Outre cette question cruciale des moyens, il faut sans doute s'attacher à celle des compétences de l'ART. Ces dernières se sont peu à peu étendues, en « taches de léopard », de façon fondée : après le fer, les aéroports, les bus longue distance, les autoroutes, la multimodalité… Chaque fois, l'Autorité a su faire face. Reste que son périmètre n'est pas forcément très clair. En tout cas, son niveau d'intervention diffère d'un mode à l'autre : assez approfondi dans le domaine ferroviaire, plus « léger » dans le domaine aéroportuaire ou autoroutier. Il m'importera de clarifier ce périmètre, peut-être en nous inspirant du modèle de la CRE, en reprenant les fondamentaux d'une autorité régulatrice des transports. Il n'est pas question de tout chambouler mais de compléter et de renouveler le sens des missions du régulateur. Une telle nécessité a été confirmée par la Cour des comptes et l'Autorité de la concurrence, et d'intéressantes réflexions sont menées en interne.
Quelques pistes : il faut d'abord mettre au cœur des missions de l'ART la question de la transition énergétique et écologique. Il relève de son champ de compétences de rendre les transports publics plus attractifs, de promouvoir la meilleure multimodalité possible, de faire en sorte que les péages des infrastructures soient aussi modérés que faire se peut, afin de contribuer à la décarbonation du secteur. Ce n'est pas expressément dit aujourd'hui.
Il faut également mettre au centre de ses missions la question du pouvoir d'achat des usagers en travaillant sur les coûts des modes de transport. C'est ce que fait l'ART dans le domaine autoroutier, mais il faut qu'il en soit de même dans d'autres secteurs.
Enfin, nous devons améliorer la qualité du service rendu aux usagers, notamment dans le domaine des infrastructures, mais aussi à travers une politique d'innovation – dont la concurrence est un puissant vecteur – et la performance de la multimodalité.
Les pouvoirs d'intervention de l'ART doivent donc être approfondis et harmonisés, sans forcément étendre sensiblement son périmètre.

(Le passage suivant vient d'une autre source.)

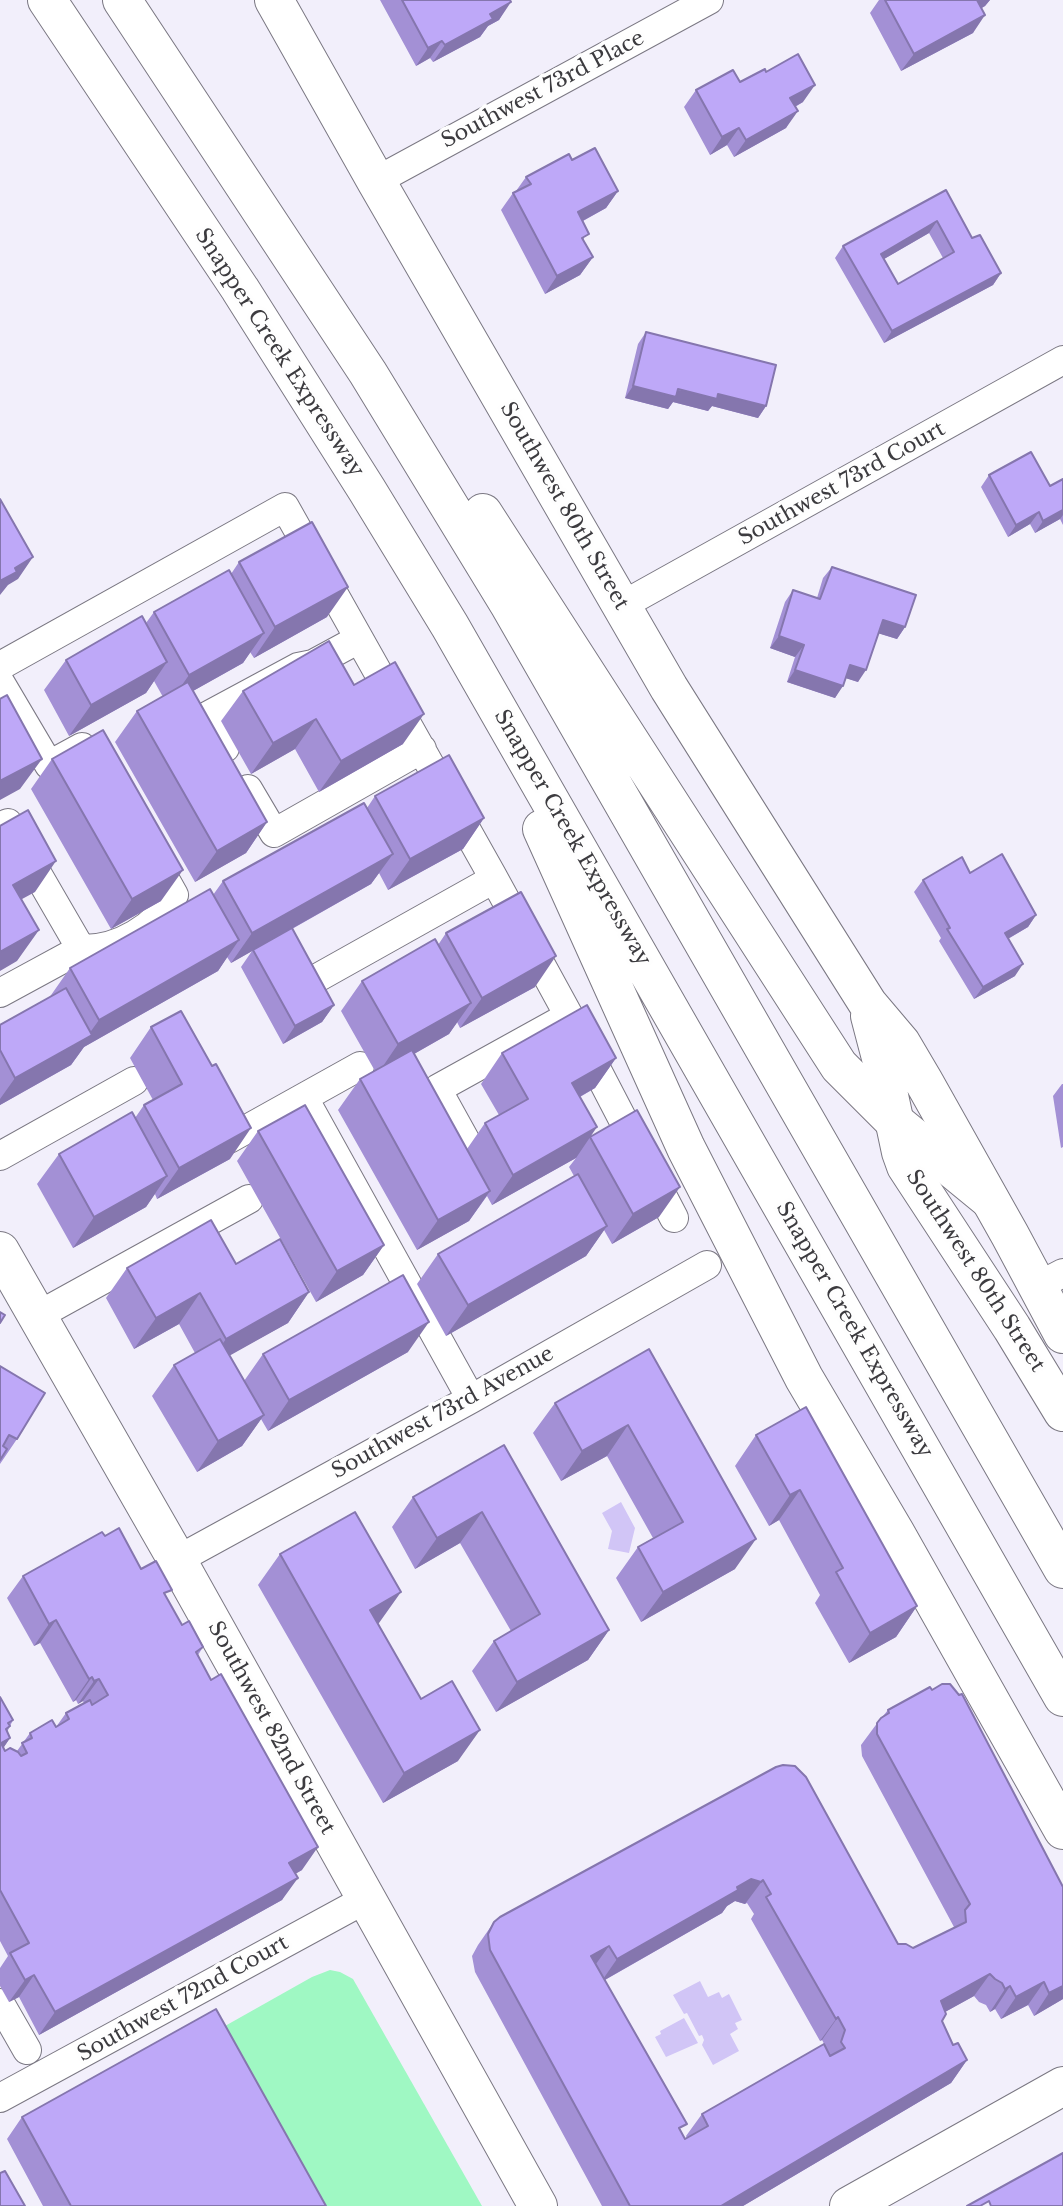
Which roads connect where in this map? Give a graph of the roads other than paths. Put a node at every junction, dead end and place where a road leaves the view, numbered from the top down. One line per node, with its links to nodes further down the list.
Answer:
1 (47, 0): 9 (main road, Snapper Creek Expressway)
2 (122, 0): 7 (main road)
3 (274, 0): 5 (main road, Southwest 80th Street)
4 (709, 0): 5 (street, Southwest 73rd Place)
5 (376, 181): 8 (main road, Southwest 80th Street)
6 (1063, 360): 8 (street, Southwest 73rd Court)
7 (397, 420): 26 (main road); 41 (main road)
8 (621, 606): 21 (main road, Southwest 80th Street)
9 (450, 626): 42 (main road, Snapper Creek Expressway); 43 (main road)
10 (359, 639): 11 (street); 13 (street); 13 (street)
11 (0, 666)
12 (0, 682): 14 (street)
13 (422, 749): 17 (street)
14 (102, 767)
15 (0, 827): 18 (street)
16 (141, 836): 18 (street)
17 (494, 879): 19 (street); 22 (street)
18 (81, 949): 20 (street)
19 (310, 982)
20 (0, 993)
21 (867, 1004): 26 (main road, Southwest 80th Street); 31 (main road, Southwest 80th Street)
22 (569, 1016): 28 (street); 32 (street)
23 (360, 1066): 25 (street)
24 (134, 1081): 29 (street)
25 (304, 1098): 27 (street); 38 (street)
26 (895, 1122): 31 (main road); 39 (main road, Southwest 80th Street)
27 (229, 1139)
28 (468, 1144)
29 (0, 1156)
30 (249, 1199): 36 (street)
31 (989, 1199): 35 (main road, Southwest 80th Street)
32 (674, 1218)
33 (0, 1251): 36 (main road, Southwest 82nd Street)
34 (707, 1265): 38 (street, Southwest 73rd Avenue)
35 (1051, 1280): 37 (main road, Southwest 80th Street)
36 (37, 1316): 40 (main road, Southwest 82nd Street)
37 (1063, 1334)
38 (471, 1399): 40 (street, Southwest 73rd Avenue)
39 (1063, 1412)
40 (177, 1560): 44 (main road, Southwest 82nd Street)
41 (1063, 1569)
42 (1063, 1697)
43 (1063, 1830)
44 (366, 1899): 48 (street, Southwest 72nd Court); 49 (main road, Southwest 82nd Street)
45 (0, 2003): 46 (street)
46 (27, 2050)
47 (1063, 2086): 50 (main road)
48 (0, 2098)
49 (538, 2206)
50 (849, 2206)

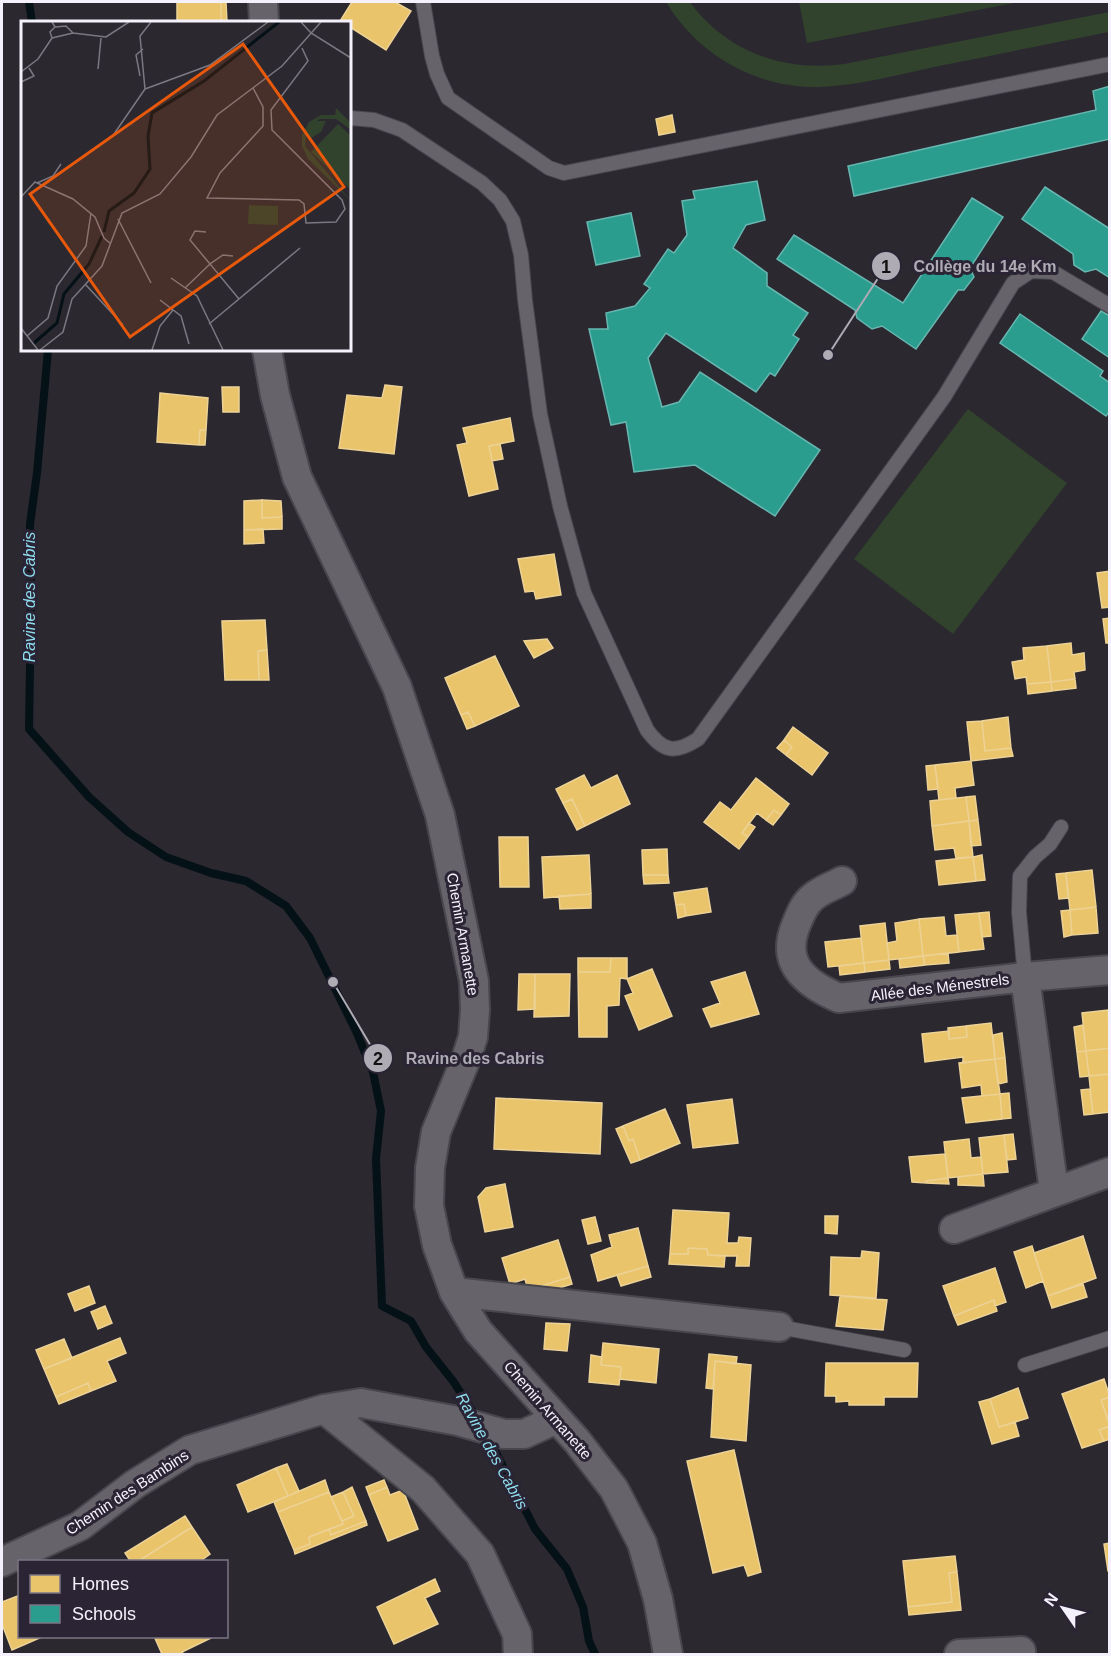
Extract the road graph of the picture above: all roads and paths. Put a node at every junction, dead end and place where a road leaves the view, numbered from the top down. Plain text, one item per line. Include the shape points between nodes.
1 (263, 2) edge
2 (423, 2) edge
3 (264, 21) edge
4 (1110, 64) edge
5 (351, 118) edge
6 (1110, 306) edge
7 (267, 351) edge
8 (1061, 828) dead end
9 (842, 881) dead end
10 (1110, 970) edge
11 (1025, 977) junction
12 (1110, 1172) edge
13 (1054, 1191) junction
14 (954, 1229) dead end
15 (454, 1292) junction
16 (779, 1327) joint
17 (1110, 1338) edge
18 (904, 1350) dead end
19 (1025, 1365) dead end
20 (324, 1408) junction
21 (557, 1419) junction
22 (2, 1562) edge
23 (1021, 1651) dead end
24 (518, 1654) edge
25 (668, 1654) edge
26 (959, 1654) edge

1 - 3 street
2 - 4 lane via 432,56 448,98 549,168 564,173
5 - 6 lane via 374,120 402,130 482,183 500,200 513,221 521,255 540,414 584,593 647,730 656,743 670,749 684,748 698,739 944,397 1013,283 1031,272 1053,272
7 - 15 street, Chemin Armanette via 274,395 297,477 397,687 440,814 474,981 472,1037 436,1132 430,1168 429,1206 437,1245
8 - 11 lane via 1020,876
9 - 11 street, Allée des Ménestrels via 813,897 803,908 793,932 791,959 802,976 822,991 839,999
10 - 11 street
11 - 13 street, Allée des Ménestrels
12 - 13 street
13 - 14 street
15 - 16 street
15 - 21 street, Chemin Armanette via 478,1331
16 - 18 lane
17 - 19 lane
20 - 21 street, Chemin des Bambins via 361,1403 504,1434 524,1434
20 - 22 street, Chemin des Bambins via 190,1450 135,1484 80,1526
20 - 24 street via 423,1489 480,1554 517,1634
21 - 25 street, Chemin Armanette via 614,1489 642,1543
23 - 26 street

Il me semble important qu'un texte de loi définisse l'ART non pas tant comme un régulateur des modes de transport que comme un régulateur « du » transport. De la même manière, je serai très attaché au développement du rôle de l'ART au service des pouvoirs publics. Toutes les missions qu'elle exerce lui donnent un niveau d'expertise qui doit être mobilisé pour éclairer leurs décisions. Si vous me faites confiance, je m'engage à rendre compte devant vous peut-être plus systématiquement que ce n'était le cas de son action et de ses principaux travaux.